Data covers a range of selected student and training characteristics in the following categories and years:

  • 2015, 2016, 2017, 2018 program enrolments
  • 2015, 2016, 2017, 2018 program completions.

Total VET students and courses data is reported for the calendar year. Program enrolments are the qualifications, courses and skill-sets in which students are enrolled in a given period. For students enrolled in multiple programs, all programs are counted. Program completion indicates that a student has completed a structured and integrated program of education or training. Location data uses student residence. Subject enrolment is registration of a student at a training delivery location for the purpose of undertaking a module, unit of competency or subject. For more information on the terms and definitions, please refer to the Total VET students and courses: terms and definitions document.

Low counts (less than 5) are not reported to protect client confidentiality.

Percentages are rounded to one decimal place. This can lead to situations where the total sum of proportions in a chart may not add up to exactly 100%.

FNS – Financial Services Training Package apprentice and trainee data has been extracted from the National Apprentice and Trainee Collection, including:

  • 2010 to 2018 commencements
  • 2010 to 2018 completions
  • 2018 apprentices and trainees in-training October to December 2018 collection, by qualification and state and territory of data submitter.

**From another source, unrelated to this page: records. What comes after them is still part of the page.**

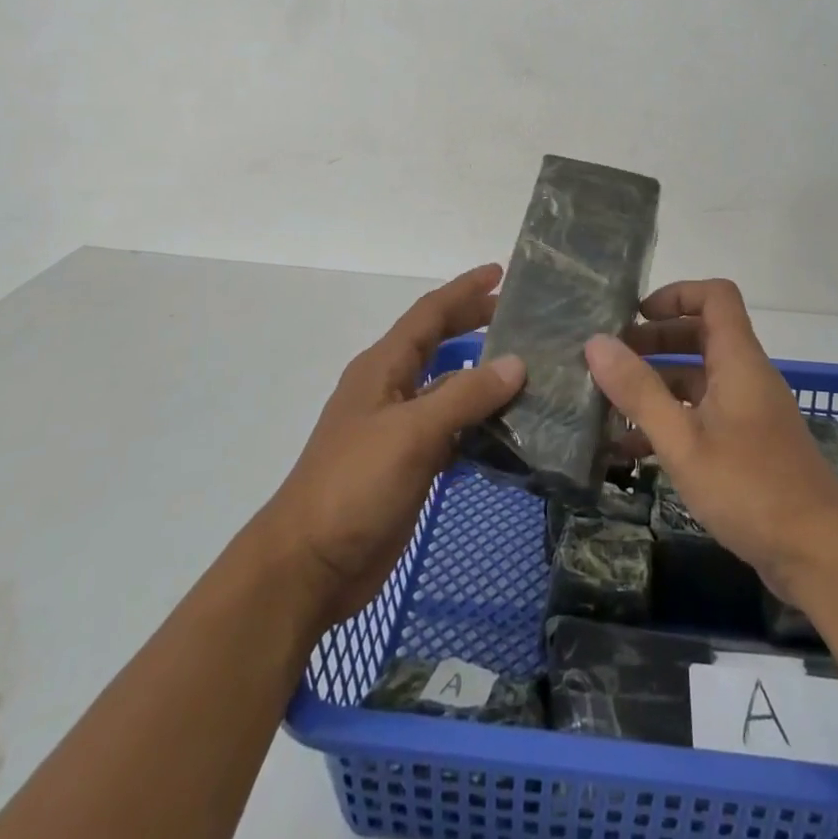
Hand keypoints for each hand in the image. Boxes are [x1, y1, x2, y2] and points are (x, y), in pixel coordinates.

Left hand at [261, 265, 524, 626]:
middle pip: (438, 343)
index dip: (464, 290)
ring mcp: (398, 429)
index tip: (501, 272)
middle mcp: (391, 389)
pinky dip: (478, 423)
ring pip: (448, 389)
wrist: (309, 566)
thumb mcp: (412, 432)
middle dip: (474, 323)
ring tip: (528, 370)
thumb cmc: (354, 485)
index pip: (429, 314)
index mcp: (383, 368)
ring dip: (482, 377)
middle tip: (520, 317)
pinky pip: (451, 431)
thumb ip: (465, 395)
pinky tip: (509, 429)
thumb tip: (516, 363)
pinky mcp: (408, 465)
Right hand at [584, 278, 837, 601]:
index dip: (675, 294)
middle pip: (700, 335)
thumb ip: (639, 391)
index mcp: (738, 360)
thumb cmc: (750, 488)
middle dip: (654, 341)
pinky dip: (671, 420)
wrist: (821, 555)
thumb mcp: (682, 441)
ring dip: (657, 384)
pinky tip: (632, 451)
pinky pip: (703, 415)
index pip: (715, 296)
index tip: (635, 316)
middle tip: (610, 361)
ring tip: (609, 404)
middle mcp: (745, 376)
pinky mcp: (747, 445)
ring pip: (698, 379)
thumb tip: (596, 342)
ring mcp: (748, 412)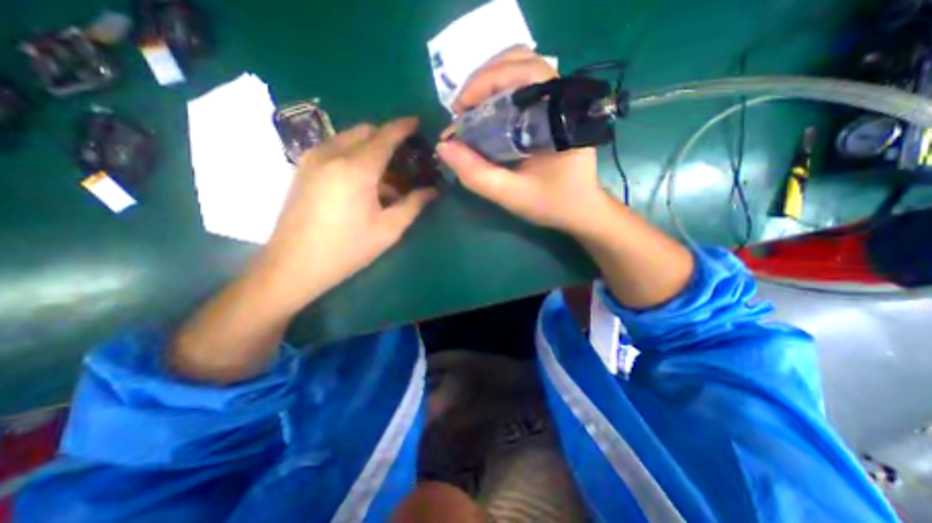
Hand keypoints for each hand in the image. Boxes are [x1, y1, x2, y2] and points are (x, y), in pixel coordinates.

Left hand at [254, 117, 437, 310]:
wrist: (293, 265)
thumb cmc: (347, 249)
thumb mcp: (388, 229)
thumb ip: (413, 204)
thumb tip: (433, 191)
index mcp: (356, 168)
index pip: (385, 136)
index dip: (403, 127)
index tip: (417, 123)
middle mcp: (332, 154)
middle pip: (365, 131)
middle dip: (387, 137)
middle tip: (405, 158)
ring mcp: (312, 159)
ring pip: (348, 138)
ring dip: (370, 148)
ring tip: (386, 176)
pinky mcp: (303, 169)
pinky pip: (334, 149)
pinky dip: (354, 155)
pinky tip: (363, 181)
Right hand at [438, 48, 611, 233]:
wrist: (581, 209)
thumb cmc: (552, 203)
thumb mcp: (511, 194)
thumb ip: (477, 174)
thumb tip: (443, 147)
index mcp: (557, 115)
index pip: (522, 72)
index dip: (484, 83)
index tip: (459, 110)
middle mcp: (561, 98)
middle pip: (519, 60)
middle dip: (482, 81)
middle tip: (461, 111)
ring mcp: (558, 101)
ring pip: (521, 68)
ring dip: (489, 83)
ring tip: (470, 111)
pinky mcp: (552, 110)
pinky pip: (523, 85)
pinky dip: (498, 92)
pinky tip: (486, 113)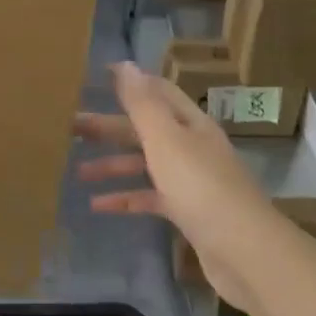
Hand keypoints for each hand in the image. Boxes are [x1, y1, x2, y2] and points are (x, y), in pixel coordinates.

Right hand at [74, 62, 281, 313]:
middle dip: (109, 127)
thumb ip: (142, 103)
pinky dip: (126, 198)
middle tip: (71, 127)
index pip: (157, 92)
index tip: (96, 77)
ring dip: (113, 165)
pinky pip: (150, 198)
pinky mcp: (188, 212)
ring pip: (145, 164)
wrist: (244, 252)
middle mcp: (192, 146)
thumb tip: (125, 64)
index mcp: (190, 123)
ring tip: (77, 171)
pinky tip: (98, 206)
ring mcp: (192, 181)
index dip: (129, 83)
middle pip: (145, 129)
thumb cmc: (200, 186)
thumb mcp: (166, 139)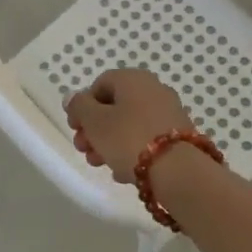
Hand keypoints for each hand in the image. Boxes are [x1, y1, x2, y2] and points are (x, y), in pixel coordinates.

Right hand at [64, 69, 193, 181]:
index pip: (99, 85)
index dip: (82, 107)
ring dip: (110, 143)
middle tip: (84, 151)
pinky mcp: (179, 135)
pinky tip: (124, 172)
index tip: (75, 129)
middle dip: (95, 130)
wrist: (179, 170)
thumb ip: (79, 107)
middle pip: (114, 106)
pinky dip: (132, 151)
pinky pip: (147, 138)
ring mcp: (168, 111)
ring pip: (130, 124)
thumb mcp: (95, 122)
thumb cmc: (129, 139)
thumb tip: (73, 97)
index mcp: (132, 78)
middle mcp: (152, 88)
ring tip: (101, 165)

Priority skills data have been extracted from the Financial Services IRC’s 2019 Skills Forecast.

Job vacancy data have been extracted from Burning Glass Technologies 2019, Labor Insight Real-time Labor Market Information Tool, Burning Glass Technologies, Boston, viewed July 2019, https://www.burning-glass.com.

Data shown represent most requested generic skills, occupations and employers according to internet job postings in Australia between July 2016 and June 2019 filtered by ANZSIC and ANZSCO classification levels listed below.

  • Generic skills/Occupations
    • 63 Insurance and Superannuation Funds
    • 642 Auxiliary Insurance Services
  • Employers
    • 2247 Management and Organisation Analysts
    • 6113 Sales Representatives
    • 5996 Insurance Investigators, Loss Adjusters and Risk Surveyors
    • 2211 Accountants
    • 5412 Information Officers
    • 63 Insurance and Superannuation Funds
    • 642 Auxiliary Insurance Services.